With the Bank of Canada nearing its next policy decision on July 12, governor Stephen Poloz is reiterating the message that his 2015 interest-rate cuts appear to have done their job. Poloz has stated that the Canadian economy has enjoyed "surprisingly" strong growth in the first three months of 2017 and he expects the pace to stay above potential.
The comments fed speculation about a Bank of Canada rate hike next week.
Should the central bank increases its key rate, the big Canadian banks will raise their prime rates, driving up the cost of variable rate mortgages, other loans and lines of credit tied to the benchmark rate. Incase you missed it, RBC has hiked rates on its fixed-term mortgages amid rising bond yields and widespread anticipation that the country's central bank will raise its benchmark interest rate next week. The new rates are 2.54 percent, 2.64 percent and 2.84 percent, respectively, for mortgages with amortization periods of 25 years or less.
According to Bloomberg, one-third of forecasters, including CIBC and TD, are sticking to the view that Governor Stephen Poloz will keep the Bank of Canada's key overnight lending rate steady at next week's meeting. The majority of economists (excluding me), 16 of 24, also predict the central bank will lift its benchmark rate to 0.75 percent.
The change in consensus has been very rapid as only a month earlier just two analysts predicted rates would rise at all in 2017. So basically Canada has moved from the housing crisis to a rate hike in a matter of days! Now one of the biggest components of a rate hike is the rate of inflation. Yet, not only has inflation been sluggish, it's also weakening. Consumer prices in May were up 1.3 percent on an annual basis – the slowest pace this year. So where's the fire?

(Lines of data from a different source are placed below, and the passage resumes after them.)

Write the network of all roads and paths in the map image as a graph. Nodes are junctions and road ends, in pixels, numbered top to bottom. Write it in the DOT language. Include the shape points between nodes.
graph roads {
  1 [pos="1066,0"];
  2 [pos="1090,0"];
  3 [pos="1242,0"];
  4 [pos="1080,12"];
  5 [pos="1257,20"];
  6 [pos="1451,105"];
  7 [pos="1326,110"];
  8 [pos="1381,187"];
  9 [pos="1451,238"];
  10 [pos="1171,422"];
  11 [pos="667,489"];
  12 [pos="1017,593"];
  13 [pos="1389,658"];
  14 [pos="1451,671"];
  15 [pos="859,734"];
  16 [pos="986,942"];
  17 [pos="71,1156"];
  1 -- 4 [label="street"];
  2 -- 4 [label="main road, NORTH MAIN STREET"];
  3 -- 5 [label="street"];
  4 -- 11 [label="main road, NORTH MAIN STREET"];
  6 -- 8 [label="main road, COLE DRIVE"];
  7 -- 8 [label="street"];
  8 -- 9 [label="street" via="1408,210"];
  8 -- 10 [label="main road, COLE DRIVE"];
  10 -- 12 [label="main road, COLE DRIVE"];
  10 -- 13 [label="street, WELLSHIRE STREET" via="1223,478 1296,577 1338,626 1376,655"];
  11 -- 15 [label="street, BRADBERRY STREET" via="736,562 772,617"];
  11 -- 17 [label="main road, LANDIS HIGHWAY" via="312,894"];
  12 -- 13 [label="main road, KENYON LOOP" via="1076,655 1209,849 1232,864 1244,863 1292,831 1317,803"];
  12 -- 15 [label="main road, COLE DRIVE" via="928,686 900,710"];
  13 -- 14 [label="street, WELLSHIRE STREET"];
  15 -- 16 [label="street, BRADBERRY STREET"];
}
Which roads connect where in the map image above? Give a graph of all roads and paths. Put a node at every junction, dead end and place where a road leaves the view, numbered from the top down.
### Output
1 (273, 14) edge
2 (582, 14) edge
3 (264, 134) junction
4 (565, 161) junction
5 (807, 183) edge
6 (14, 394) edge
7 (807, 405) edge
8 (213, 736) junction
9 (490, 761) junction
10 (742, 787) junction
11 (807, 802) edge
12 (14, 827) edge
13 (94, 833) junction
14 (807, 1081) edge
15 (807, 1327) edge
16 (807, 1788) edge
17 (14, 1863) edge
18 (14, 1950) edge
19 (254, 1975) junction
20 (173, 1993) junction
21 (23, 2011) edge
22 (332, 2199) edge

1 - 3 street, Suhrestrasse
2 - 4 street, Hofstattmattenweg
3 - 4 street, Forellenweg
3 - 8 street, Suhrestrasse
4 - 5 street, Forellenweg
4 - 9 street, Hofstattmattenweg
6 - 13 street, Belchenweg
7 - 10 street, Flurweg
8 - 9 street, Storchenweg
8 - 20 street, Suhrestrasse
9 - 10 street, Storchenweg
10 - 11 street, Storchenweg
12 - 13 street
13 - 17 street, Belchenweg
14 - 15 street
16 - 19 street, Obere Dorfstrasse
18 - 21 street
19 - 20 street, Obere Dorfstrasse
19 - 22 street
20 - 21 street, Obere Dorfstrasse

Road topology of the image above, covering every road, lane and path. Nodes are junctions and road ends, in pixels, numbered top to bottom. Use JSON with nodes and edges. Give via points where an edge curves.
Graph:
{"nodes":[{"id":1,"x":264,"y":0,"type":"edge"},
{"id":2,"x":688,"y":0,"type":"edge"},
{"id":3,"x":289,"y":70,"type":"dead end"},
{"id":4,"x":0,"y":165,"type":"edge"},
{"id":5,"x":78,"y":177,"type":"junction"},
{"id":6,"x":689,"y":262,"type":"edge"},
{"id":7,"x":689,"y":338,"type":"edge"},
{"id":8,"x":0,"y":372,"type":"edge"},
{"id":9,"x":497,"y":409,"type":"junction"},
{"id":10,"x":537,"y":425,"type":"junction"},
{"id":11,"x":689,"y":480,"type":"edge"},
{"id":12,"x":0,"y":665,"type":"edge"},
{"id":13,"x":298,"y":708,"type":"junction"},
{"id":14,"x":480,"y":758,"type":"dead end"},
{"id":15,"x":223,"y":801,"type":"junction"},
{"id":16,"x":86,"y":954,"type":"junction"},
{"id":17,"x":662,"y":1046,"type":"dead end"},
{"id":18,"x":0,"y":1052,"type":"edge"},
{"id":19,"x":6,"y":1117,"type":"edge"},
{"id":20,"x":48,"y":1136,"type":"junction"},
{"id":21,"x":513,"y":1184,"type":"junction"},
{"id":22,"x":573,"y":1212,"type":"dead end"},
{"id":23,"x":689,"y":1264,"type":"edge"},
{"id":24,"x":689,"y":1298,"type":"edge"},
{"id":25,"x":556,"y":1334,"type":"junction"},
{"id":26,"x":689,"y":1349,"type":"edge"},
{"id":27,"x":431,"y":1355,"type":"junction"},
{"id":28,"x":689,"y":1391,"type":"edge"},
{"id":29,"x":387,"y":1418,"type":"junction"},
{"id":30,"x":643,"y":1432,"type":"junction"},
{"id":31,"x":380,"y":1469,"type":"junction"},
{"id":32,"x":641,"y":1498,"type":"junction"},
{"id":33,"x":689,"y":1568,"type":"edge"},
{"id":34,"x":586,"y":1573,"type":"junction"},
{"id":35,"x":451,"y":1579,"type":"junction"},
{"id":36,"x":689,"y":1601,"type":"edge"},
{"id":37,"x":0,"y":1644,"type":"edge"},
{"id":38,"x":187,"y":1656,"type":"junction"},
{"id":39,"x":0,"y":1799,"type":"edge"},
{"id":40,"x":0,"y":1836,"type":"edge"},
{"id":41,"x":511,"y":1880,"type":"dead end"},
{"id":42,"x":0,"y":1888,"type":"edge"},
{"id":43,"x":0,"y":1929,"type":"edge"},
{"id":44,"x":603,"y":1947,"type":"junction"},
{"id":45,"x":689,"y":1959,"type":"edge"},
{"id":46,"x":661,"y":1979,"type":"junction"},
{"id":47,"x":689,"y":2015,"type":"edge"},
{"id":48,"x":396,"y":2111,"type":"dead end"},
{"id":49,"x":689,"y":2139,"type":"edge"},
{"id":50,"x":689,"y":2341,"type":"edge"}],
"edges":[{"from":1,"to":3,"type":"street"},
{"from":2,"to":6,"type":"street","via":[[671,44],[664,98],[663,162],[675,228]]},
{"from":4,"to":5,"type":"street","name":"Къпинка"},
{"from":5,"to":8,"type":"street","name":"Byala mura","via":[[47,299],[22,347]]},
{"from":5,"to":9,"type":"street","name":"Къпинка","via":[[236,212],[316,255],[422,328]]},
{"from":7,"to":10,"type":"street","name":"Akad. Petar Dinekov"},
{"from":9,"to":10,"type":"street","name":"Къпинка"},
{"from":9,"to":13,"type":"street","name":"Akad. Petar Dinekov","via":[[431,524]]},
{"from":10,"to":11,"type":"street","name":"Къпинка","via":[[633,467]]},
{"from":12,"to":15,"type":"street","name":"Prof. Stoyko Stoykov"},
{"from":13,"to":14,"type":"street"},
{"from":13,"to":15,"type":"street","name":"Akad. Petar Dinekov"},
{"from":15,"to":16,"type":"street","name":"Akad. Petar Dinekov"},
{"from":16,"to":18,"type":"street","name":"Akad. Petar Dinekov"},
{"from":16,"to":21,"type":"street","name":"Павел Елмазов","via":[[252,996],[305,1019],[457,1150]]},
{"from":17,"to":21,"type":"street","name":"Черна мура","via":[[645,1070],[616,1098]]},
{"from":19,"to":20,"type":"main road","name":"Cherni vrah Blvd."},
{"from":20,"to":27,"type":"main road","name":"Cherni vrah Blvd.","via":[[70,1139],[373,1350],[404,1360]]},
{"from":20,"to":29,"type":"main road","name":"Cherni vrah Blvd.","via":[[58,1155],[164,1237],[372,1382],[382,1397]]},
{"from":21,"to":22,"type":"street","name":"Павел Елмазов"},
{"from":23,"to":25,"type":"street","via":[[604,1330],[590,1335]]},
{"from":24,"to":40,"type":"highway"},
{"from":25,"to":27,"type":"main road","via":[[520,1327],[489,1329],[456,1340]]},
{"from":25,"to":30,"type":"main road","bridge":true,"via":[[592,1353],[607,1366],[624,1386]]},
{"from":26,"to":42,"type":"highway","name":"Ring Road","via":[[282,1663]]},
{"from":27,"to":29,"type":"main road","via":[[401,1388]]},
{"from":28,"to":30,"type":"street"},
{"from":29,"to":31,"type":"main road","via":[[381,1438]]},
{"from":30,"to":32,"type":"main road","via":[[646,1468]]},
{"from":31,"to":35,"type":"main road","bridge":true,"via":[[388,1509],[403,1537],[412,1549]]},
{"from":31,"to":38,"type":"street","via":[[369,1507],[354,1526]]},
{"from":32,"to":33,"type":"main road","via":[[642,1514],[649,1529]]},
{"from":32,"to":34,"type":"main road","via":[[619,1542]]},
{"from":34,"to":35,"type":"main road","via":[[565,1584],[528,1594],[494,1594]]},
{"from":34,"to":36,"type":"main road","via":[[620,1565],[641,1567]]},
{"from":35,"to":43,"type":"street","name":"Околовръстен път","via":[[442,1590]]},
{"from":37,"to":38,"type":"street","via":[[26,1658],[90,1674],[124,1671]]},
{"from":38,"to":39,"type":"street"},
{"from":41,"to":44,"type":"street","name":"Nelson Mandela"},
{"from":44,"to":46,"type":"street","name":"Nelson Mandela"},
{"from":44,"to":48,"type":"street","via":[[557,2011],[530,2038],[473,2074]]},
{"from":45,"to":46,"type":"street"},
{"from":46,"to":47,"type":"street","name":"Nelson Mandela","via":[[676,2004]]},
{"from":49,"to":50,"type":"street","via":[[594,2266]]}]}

In my opinion, the Bank of Canada is looking at its traditional model – based on the historical relationship between inflation and where an economy is relative to its capacity – and expects that inflation will rise above 2 percent in the year ahead. While the models have fallen short in the past, it seems that Poloz isn't ready to only watch and react to the rate of inflation. I'd agree for a rate hike if the Bank of Canada would be willing to tolerate inflation below 2 percent for the sake of financial stability aka managing debt levels. Extremely low interest rates have fueled household debt and that would explain why Poloz didn't cut interest rates further when the economy was weak, and why he's keen to raise borrowing costs now. Should be an interesting next week.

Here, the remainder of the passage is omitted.